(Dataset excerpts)
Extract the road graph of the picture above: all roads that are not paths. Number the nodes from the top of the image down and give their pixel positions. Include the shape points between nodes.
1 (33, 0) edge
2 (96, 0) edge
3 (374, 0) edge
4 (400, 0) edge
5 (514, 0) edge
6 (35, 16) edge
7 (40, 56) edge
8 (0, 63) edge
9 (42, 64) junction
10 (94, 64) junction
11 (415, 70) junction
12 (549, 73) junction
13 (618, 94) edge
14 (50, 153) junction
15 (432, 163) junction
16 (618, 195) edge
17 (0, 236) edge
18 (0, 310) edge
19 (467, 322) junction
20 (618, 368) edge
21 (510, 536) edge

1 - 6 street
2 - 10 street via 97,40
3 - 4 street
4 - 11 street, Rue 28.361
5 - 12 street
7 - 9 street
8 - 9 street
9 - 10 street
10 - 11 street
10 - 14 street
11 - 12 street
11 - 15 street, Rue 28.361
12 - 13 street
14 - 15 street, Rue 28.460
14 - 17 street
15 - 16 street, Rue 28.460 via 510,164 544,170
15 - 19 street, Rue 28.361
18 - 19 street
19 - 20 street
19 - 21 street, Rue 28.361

» **Work request**:
Give the data again. Keep every line identical.

» **Answer to the problem**:
Extract the road graph of the picture above: all roads that are not paths. Number the nodes from the top of the image down and give their pixel positions. Include the shape points between nodes.
1 (33, 0) edge
2 (96, 0) edge
3 (374, 0) edge
4 (400, 0) edge
5 (514, 0) edge
6 (35, 16) edge
7 (40, 56) edge
8 (0, 63) edge
9 (42, 64) junction
10 (94, 64) junction
11 (415, 70) junction
12 (549, 73) junction
13 (618, 94) edge
14 (50, 153) junction
15 (432, 163) junction
16 (618, 195) edge
17 (0, 236) edge
18 (0, 310) edge
19 (467, 322) junction
20 (618, 368) edge
21 (510, 536) edge

1 - 6 street
2 - 10 street via 97,40
3 - 4 street
4 - 11 street, Rue 28.361
5 - 12 street
7 - 9 street
8 - 9 street
9 - 10 street
10 - 11 street
10 - 14 street
11 - 12 street
11 - 15 street, Rue 28.361
12 - 13 street
14 - 15 street, Rue 28.460
14 - 17 street
15 - 16 street, Rue 28.460 via 510,164 544,170
15 - 19 street, Rue 28.361
18 - 19 street
19 - 20 street
19 - 21 street, Rue 28.361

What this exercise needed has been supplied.